We’ve always experienced the main body of Sebago as ‘coming in’ usually in mid-February; or ‘blowing out’; or, in some seasons, never freezing at all. On yesterday’s “Pilgrimage” we were able to eye-witness the war of forces which makes these things happen. When we arrived about 1030AM, the weather was a windless light grey overcast, and we couldn’t initially get our bearings in the multi-shaded grey potpourri to the East. We stepped gingerly, skeptically, on the invisible ice which exposed a graveyard of underwater objects, and found it to be a reassuring 3.5″ thickness. We proceeded out a hundred yards and found a subtle ice junction to 2″ ice, and with light wind, saw light grey open water another 100 yards out. Turning left, we followed that ice junction to the North, on foot and then on skates, and established the day’s safe playground:
For the rest of the morning, as the south wind built, we had a blast, skimbatting on smooth ice made more interesting by occasional cracks and a few rare scabs. As the wind built, the open water appeared darker, and from the edge of the safe ice, we watched with amazement, as it munched on the 2″ ice band, until by the end of the day, that band, which we had marked with rocks, had half disappeared, and the far ice on the other side of the open water had also diminished. After lunch, with skimbat muscles having recovered some of their “muscle memory”, we went at it again in the diminishing wind. These were perfect training conditions: each tack and jibe to be perfected so that there was little arm force needed. By 230 the wind grew light, and we decommissioned and, ensconced on Lee Spiller’s tailgate, celebrated a great day with a taste of sweet, thick, maple whiskey. Just the thing!

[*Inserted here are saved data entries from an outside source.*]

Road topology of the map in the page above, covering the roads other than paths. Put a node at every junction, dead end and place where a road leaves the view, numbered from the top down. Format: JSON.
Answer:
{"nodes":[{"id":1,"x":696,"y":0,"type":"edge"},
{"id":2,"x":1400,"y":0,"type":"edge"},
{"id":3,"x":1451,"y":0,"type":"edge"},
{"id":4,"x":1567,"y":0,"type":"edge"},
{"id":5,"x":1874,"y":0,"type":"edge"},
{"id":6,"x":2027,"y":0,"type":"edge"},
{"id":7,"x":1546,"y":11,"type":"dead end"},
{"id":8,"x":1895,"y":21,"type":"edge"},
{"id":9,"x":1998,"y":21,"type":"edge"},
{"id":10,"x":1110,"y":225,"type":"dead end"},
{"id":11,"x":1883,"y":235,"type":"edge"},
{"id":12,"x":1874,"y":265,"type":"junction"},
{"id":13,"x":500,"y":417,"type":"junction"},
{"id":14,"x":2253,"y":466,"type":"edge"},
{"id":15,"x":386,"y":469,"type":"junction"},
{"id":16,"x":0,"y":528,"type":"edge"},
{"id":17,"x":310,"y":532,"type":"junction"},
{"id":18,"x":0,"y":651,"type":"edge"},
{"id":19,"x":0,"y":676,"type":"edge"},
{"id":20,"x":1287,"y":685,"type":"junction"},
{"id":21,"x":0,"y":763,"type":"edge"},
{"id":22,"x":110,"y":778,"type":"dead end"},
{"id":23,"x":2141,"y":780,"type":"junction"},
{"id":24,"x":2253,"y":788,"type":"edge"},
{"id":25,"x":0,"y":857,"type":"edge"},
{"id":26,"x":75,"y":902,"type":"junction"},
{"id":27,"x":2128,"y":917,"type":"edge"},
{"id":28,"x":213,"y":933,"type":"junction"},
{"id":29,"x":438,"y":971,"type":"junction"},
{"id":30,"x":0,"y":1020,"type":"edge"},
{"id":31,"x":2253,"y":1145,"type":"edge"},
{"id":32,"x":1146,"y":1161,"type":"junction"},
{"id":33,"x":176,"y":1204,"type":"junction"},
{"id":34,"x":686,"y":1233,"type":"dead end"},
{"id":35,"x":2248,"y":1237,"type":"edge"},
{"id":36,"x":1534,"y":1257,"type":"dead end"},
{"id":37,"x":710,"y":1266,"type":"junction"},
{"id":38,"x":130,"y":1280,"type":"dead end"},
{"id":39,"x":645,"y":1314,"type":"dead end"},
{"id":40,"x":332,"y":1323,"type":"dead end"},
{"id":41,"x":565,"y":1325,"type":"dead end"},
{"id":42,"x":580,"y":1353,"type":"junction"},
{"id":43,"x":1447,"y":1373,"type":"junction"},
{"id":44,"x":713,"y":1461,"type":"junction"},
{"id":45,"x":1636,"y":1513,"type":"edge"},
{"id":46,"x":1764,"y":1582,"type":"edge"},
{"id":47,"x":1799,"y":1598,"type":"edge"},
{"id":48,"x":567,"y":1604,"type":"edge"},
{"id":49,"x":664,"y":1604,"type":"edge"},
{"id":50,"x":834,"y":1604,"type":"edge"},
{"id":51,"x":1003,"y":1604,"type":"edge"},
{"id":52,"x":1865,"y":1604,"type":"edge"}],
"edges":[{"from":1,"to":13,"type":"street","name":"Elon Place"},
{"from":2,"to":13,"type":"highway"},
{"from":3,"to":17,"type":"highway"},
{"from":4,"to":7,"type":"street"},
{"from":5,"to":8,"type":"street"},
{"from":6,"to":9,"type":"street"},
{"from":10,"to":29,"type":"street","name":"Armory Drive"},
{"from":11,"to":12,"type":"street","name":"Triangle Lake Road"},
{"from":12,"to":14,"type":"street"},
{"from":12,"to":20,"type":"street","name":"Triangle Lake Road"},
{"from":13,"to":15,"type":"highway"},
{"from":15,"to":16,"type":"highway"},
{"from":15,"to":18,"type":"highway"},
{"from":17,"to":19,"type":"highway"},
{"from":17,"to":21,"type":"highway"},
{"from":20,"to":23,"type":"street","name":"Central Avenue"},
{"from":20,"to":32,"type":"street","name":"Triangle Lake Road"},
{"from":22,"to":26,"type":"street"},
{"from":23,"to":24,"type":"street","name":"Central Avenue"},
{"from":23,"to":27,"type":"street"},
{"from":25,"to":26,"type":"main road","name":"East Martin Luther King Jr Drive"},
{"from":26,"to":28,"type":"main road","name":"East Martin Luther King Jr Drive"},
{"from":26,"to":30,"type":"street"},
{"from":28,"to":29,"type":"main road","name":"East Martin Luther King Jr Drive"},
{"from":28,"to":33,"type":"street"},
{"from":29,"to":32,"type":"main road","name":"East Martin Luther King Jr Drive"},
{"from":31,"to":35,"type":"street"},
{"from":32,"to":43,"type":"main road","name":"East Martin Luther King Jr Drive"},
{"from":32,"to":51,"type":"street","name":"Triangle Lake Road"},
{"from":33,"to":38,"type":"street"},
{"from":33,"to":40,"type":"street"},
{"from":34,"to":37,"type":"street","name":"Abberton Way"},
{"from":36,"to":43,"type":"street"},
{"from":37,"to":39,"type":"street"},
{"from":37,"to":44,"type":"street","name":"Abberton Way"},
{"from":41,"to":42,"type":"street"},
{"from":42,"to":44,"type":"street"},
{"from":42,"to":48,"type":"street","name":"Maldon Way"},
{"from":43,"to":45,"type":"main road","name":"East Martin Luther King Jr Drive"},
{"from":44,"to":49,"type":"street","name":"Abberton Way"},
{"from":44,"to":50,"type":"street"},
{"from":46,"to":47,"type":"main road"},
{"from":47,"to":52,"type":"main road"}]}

Then the long ride home….and I mused, why do we do this?…..schlepping the gear…..driving the cars….risking the bones….Why do we set forth from home–so warm and secure–for an uncertain date with nature? Why, with the lingering obsession of a lover, do we examine so closely her appearance and her activity? The answer was so crystal clear, so very certain. Mary Oliver, as usual, says it so well:
Did you too see it, drifting, all night, on the black river? Did you see it in the morning, rising into the silvery air – An armful of white blossoms,
A perfect commotion of silk and linen as it leaned
into the bondage of its wings; a snowbank, a bank of lilies, Biting the air with its black beak?
Did you hear it, fluting and whistling
A shrill dark music – like the rain pelting the trees – like a waterfall Knifing down the black ledges?
And did you see it, finally, just under the clouds –
A white cross Streaming across the sky, its feet
Like black leaves, its wings Like the stretching light of the river?
And did you feel it, in your heart, how it pertains to everything? And have you too finally figured out what beauty is for?
And have you changed your life?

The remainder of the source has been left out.